Budget Sprinkle Lists Diminish Confidence in the Budget Process and Should Be Discontinued

It has become routine for the budget conference process to end with each chamber accepting the other’s supplemental funding list, or sprinkle list, worth more than an average of $120 million for each chamber – or a combined average of $285 million – annually over the last ten years. These lists are developed and agreed to in private by House and Senate leadership, and without any public debate or discussion. In the 2022 Regular Session, the House Sprinkle List included funding for 62 projects worth $257.1 million and the Senate added $511.8 million in funding for 161 projects.
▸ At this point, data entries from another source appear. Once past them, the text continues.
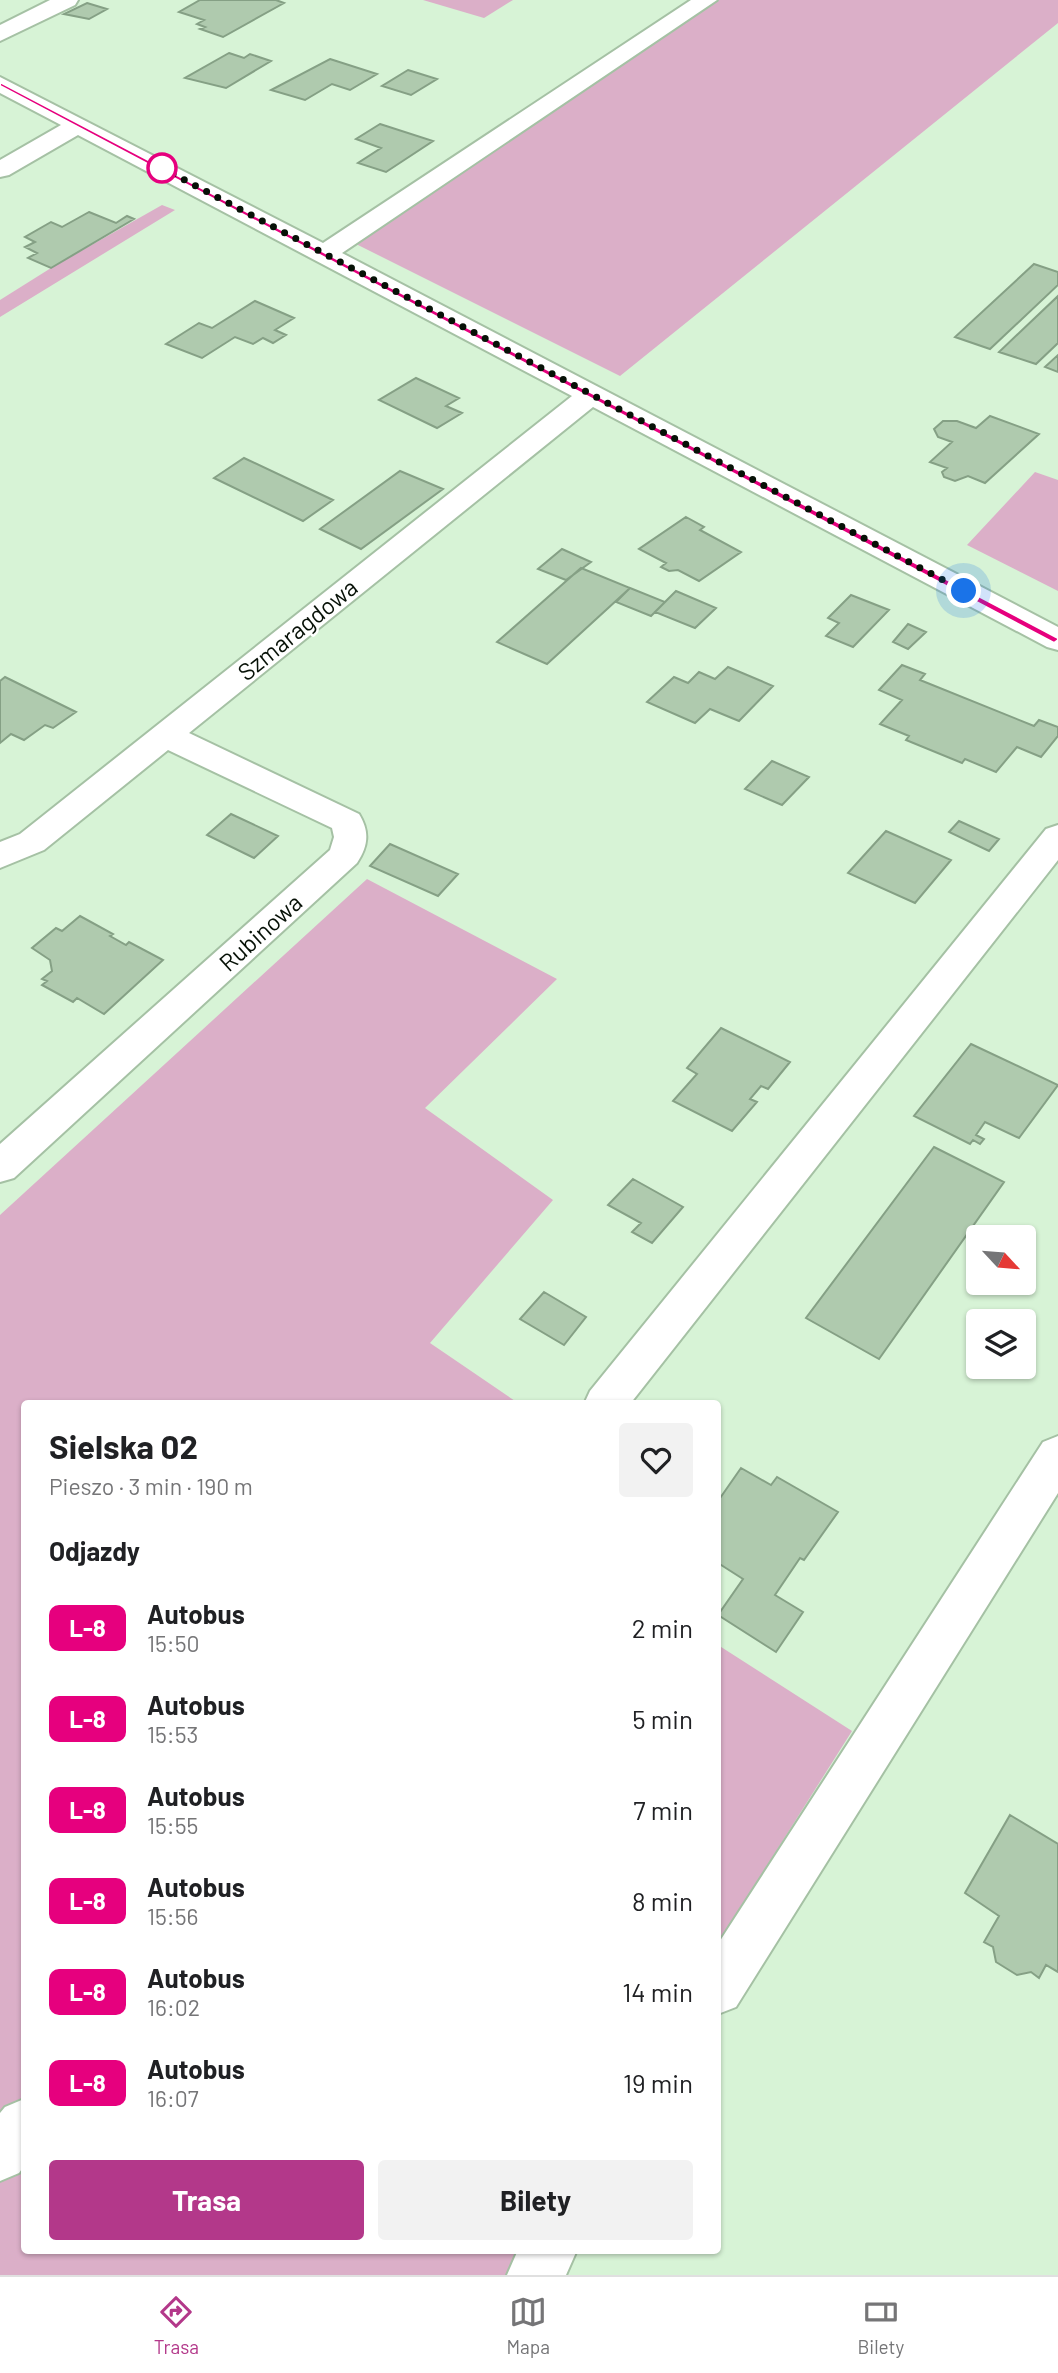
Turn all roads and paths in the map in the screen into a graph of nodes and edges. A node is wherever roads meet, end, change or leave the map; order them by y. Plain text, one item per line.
1 (67, 0) edge
2 (706, 0) edge
3 (0, 34) edge
4 (0, 84) edge
5 (78, 125) junction
6 (0, 170) edge
7 (324, 253) junction
8 (590, 395) junction
9 (1058, 640) edge
10 (165, 735) junction
11 (1058, 837) edge
12 (0, 856) edge
13 (0, 1167) edge
14 (608, 1400) edge
15 (1058, 1455) edge
16 (721, 1984) edge
17 (21, 2130) edge
18 (0, 2154) edge
19 (548, 2254) edge
20 (535, 2275) edge

1 - 3 street
2 - 7 street
4 - 5 street
5 - 6 street
5 - 7 street
7 - 8 street
8 - 9 street
8 - 10 street, Szmaragdowa
10 - 12 street, Szmaragdowa
10 - 13 street, Rubinowa
11 - 14 street
15 - 16 street
17 - 18 street
19 - 20 street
This means $768.9 million in hard-earned taxpayer dollars were spent as almost an afterthought, after all the various budget areas had been “closed-out.” In the last 10 years, these Sprinkle Lists have funded 1,718 projects worth $2.85 billion (see Table 1). The 2022 Regular Session was a record year based on the amount of money the House and Senate added to the budget through the sprinkle lists. (see Figure 1). 
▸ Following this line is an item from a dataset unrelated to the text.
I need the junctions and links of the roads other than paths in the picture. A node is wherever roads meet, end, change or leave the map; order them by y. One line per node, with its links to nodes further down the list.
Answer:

Due to this lack of transparency and open public deliberation, the conference should be used exclusively to compromise when the two chambers disagree on funding levels and to decide whether an item funded by only one chamber should be included in the final state budget. This should not be the time to fund new items, particularly funding that goes to a specified private entity or narrow geographic location.   

This should not be done through Sprinkle Lists. The practice of spending hundreds of millions of dollars, largely on members’ pet projects, as an afterthought, should be discontinued.